Общая концепция культурного контекста, в котором создавалась, согласно Хамуталь Бар-Йосеф, новая ивритская литература, вызывает возражение. Эта литература рождается как бы на пустом месте и ориентируется исключительно на русские и европейские образцы. В далеком далеке маячит Библия, вопрос о литературных взаимосвязях с которой вообще не поставлен. Полностью и демонстративно проигнорирована постбиблейская литературная традиция. У читателя может сложиться совершенно превратное представление, что до конца XVIII века иврит использовался исключительно в религиозном обиходе.
Ни слова не сказано о достаточно разнообразном еврейском литературном ландшафте, на фоне которого и во взаимодействии с которым формировалась ивритская изящная словесность. О взаимосвязях с литературой на идише хотя и упоминается от случая к случаю, но они не рассматриваются в общем и целом — как специфическая культурная проблема. Между тем в определенных временнбых рамках можно говорить о единой еврейской литературе — настолько неразрывно было ее бытование в двух языковых средах.
Можно понять (хотя это и достойно сожаления), почему в антологию не включен рабби Нахман Брацлавский — один из самых оригинальных, но, к сожалению, известных в России только специалистам авторов: Хамуталь Бар-Йосеф интерпретирует новую еврейскую литературу как литературу, порожденную Гаскалой (еврейским Просвещением), в то время как тексты рабби Нахмана принадлежат к совсем иному культурному миру. Но отсутствие упоминаний о нем в предваряющей статье — это прямое следствие решительного изъятия новой ивритской литературы из общего еврейского литературного круга и хирургического разделения литератур на иврите и идише.
Между тем тексты рабби Нахмана бросают прямой вызов этой концепции. Его “истории” — это художественная литература очень высокого качества. Рабби Нахман рассказывал свои “истории” на идише, но они фиксировались сразу же на двух языках и, начиная с самого первого издания (1815), именно так (на двух языках) и публиковались. Таким образом, как бы эмблематически задавалось единство двуязычной литературы и предвосхищалось бытование литературных произведений в двух средах как специфическое культурное явление: одни и те же авторы работали на двух языках, а некоторые тексты переписывались ими, причем в разных направлениях.
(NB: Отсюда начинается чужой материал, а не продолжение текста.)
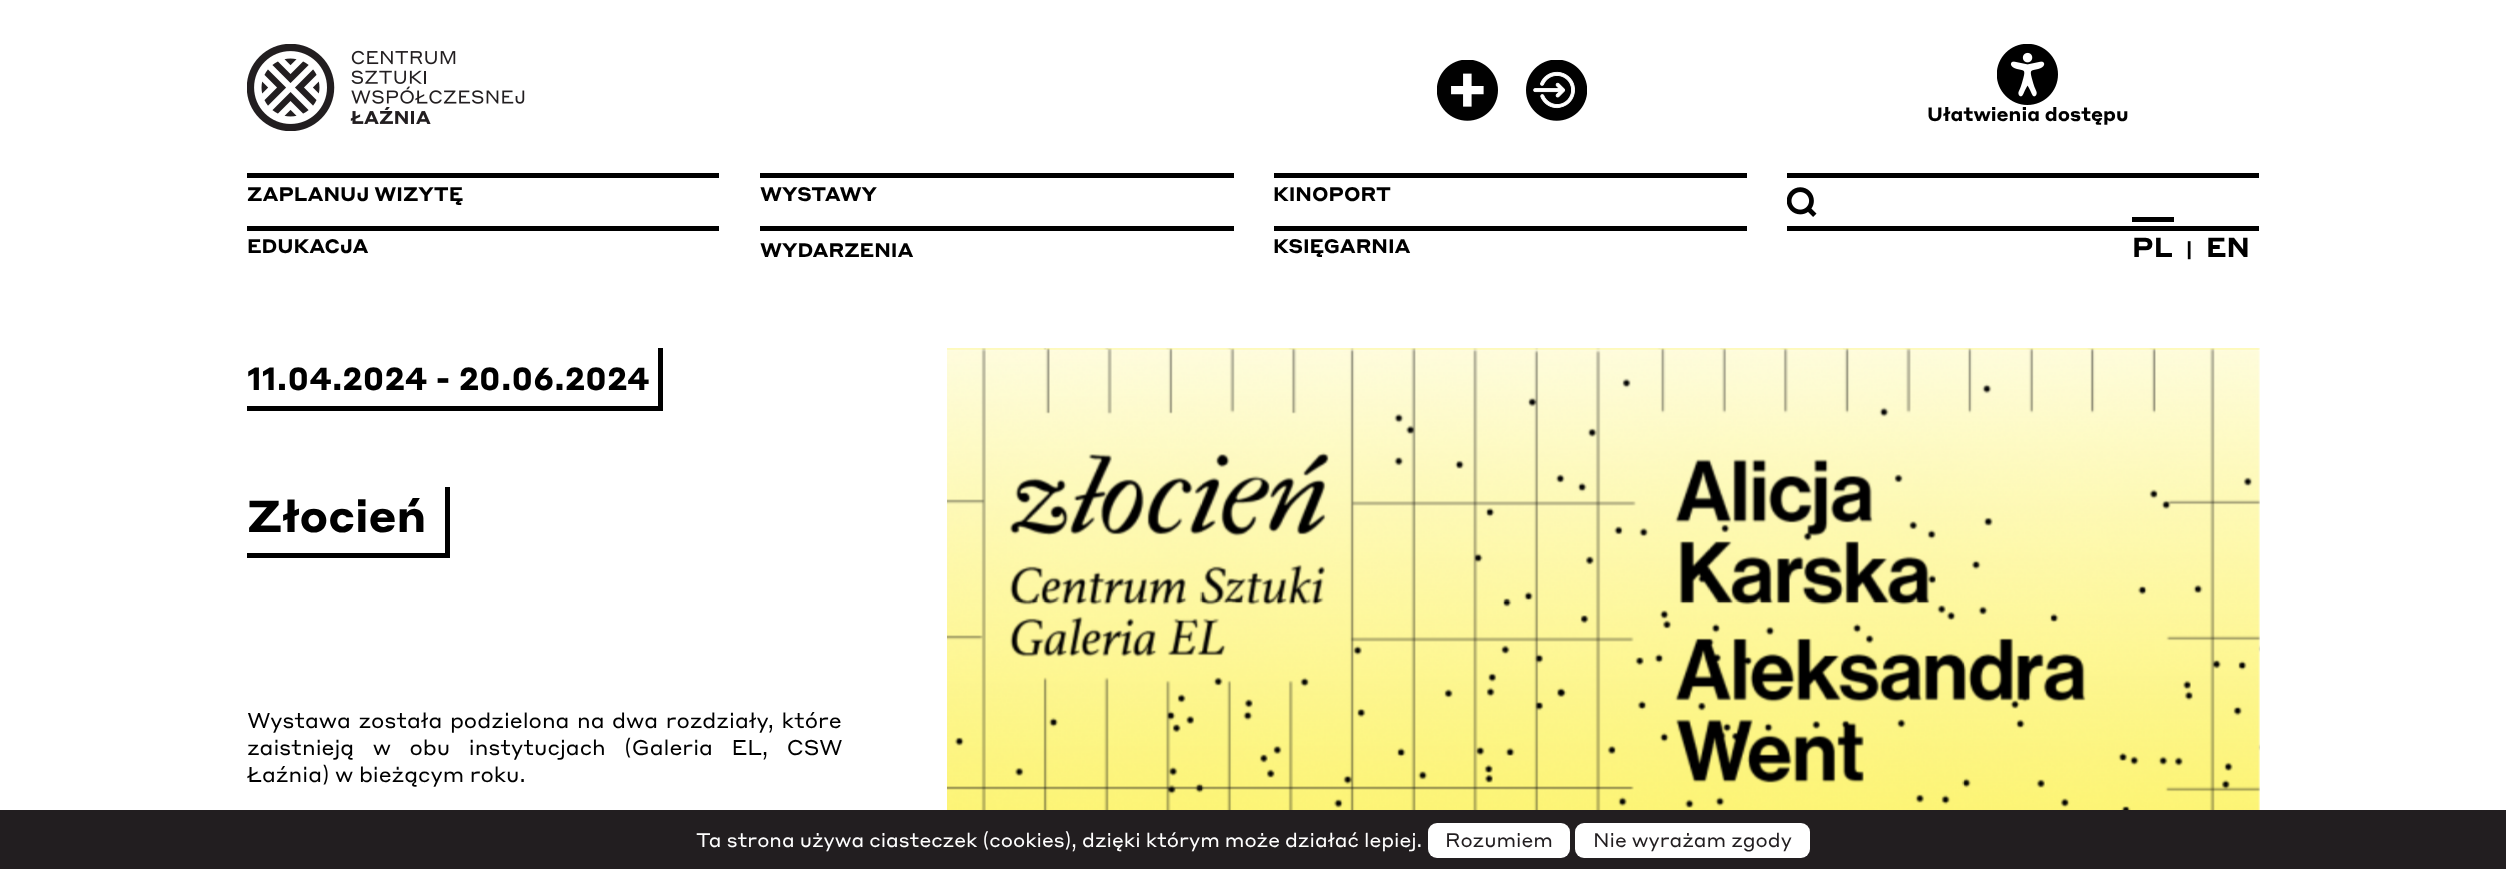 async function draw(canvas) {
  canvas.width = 2506;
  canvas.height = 869;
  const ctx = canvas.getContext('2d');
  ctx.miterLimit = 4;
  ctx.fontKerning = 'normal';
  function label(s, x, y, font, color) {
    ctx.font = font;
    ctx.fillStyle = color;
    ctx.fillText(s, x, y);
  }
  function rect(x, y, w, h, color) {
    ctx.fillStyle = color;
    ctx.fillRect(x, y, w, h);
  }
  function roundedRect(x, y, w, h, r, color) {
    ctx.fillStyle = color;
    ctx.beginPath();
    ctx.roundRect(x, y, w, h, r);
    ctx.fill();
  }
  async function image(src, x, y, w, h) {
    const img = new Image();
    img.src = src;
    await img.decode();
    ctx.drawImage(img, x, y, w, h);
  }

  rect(0, 0, 2506, 869, '#fff');
  await image('assets/img1.png', 247, 44, 278, 87);
  await image('assets/img2.png', 1437, 60, 61, 61);
  await image('assets/img3.png', 1526, 60, 61, 61);
  await image('assets/img4.png', 1997, 44, 61, 61);
  label('Ułatwienia dostępu', 1927, 121, 'bold 18.9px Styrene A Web', '#000');
  rect(247, 173, 472, 5, '#000');
  label('ZAPLANUJ WIZYTĘ', 247, 201, 'bold 19.25px Styrene A Web', '#000');
  rect(760, 173, 474, 5, '#000');
  label('WYSTAWY', 760, 201, 'bold 19.25px Styrene A Web', '#000');
  rect(1274, 173, 473, 5, '#000');
  label('KINOPORT', 1273, 201, 'bold 19.25px Styrene A Web', '#000');
  rect(1787, 173, 472, 5, '#000');
  await image('assets/img5.png', 1787, 187, 30, 30);
  rect(247, 226, 472, 5, '#000');
  label('EDUKACJA', 247, 253, 'bold 19.25px Styrene A Web', '#000');
  rect(760, 226, 474, 5, '#000');
  label('WYDARZENIA', 760, 257, 'bold 19.25px Styrene A Web', '#000');
  rect(1274, 226, 473, 5, '#000');
  label('KSIĘGARNIA', 1273, 253, 'bold 19.25px Styrene A Web', '#000');
  rect(1787, 226, 472, 5, '#000');
  label('PL', 2132, 257, 'bold 27px Styrene A Web', '#000');
  rect(2132, 217, 42, 5, '#000');
  label('|', 2186, 257, 'bold 19.25px Styrene A Web', '#000');
  label('EN', 2206, 257, 'bold 27px Styrene A Web', '#000');
  rect(658, 348, 5, 63, '#000');
  rect(247, 406, 416, 5, '#000');
  label('11.04.2024 - 20.06.2024', 247, 390, 'bold 31.5px Styrene A Web', '#000');
  rect(445, 487, 5, 71, '#000');
  rect(247, 553, 203, 5, '#000');
  label('Złocień', 247, 532, 'bold 44px Styrene A Web', '#000');
  ctx.wordSpacing = '2px';
  label('Wystawa została podzielona na dwa rozdziały, które', 247, 728, '21px Styrene A Web', '#000');
  ctx.wordSpacing = '13px';
  label('zaistnieją w obu instytucjach (Galeria EL, CSW', 247, 755, '21px Styrene A Web', '#000');
  ctx.wordSpacing = '0px';
  label('Łaźnia) w bieżącym roku.', 247, 782, '21px Styrene A Web', '#000');
  await image('assets/img6.png', 947, 348, 1313, 462);
  rect(0, 810, 2506, 59, '#221e20');
  label('Ta strona używa ciasteczek (cookies), dzięki którym może działać lepiej.', 696, 847, '19.25px Styrene A Web', '#fff');
  roundedRect(1428, 823, 142, 35, 9, '#fff');
  label('Rozumiem', 1445, 847, '19.25px Styrene A Web', '#221e20');
  roundedRect(1575, 823, 235, 35, 9, '#fff');
  label('Nie wyrażam zgody', 1593, 847, '19.25px Styrene A Web', '#221e20');
}

draw(document.querySelector('canvas'));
Игнорирование Хамуталь Бар-Йосеф общего еврейского литературного контекста новой ивритской литературы можно продемонстрировать на нескольких впечатляющих примерах.
Вот знаменитый роман “Путешествие Биньямина Третьего” Менделе Мойхер-Сфорима (1877). О нем сказано, что “он написан в духе романов-путешествий, таких, например, как └Дон Кихот” и └Мертвые души””. И только. Отслеживание межлитературных связей безусловно необходимо и интересно, однако возникает все-таки недоуменный вопрос: почему автор начисто игнорирует гораздо более важные в данном случае связи — внутри еврейской литературы?
Роман Мойхер-Сфорима предполагает известным определенный контекст, определенный ключ к его пониманию. И этот контекст был прекрасно известен, и ключ имелся в руках читателя, к которому писатель адресовался. Не только содержание, но и название романа — прямая аллюзия на “Книгу путешествий” Биньямина из испанского города Туделы и “Пятилетнее путешествие по Востоку” Исраэля Йосефа Биньямина, или, как его называли, Биньямина Второго, повторившего и расширившего маршрут своего предшественника, — произведения великих еврейских путешественников, объехавших “полмира”. Обе книги написаны на иврите. Биньямин из Туделы путешествовал в XII веке, его последователь и тезка — в середине прошлого века; книга Биньямина Второго вышла лет за двадцать до романа Мойхер-Сфорима.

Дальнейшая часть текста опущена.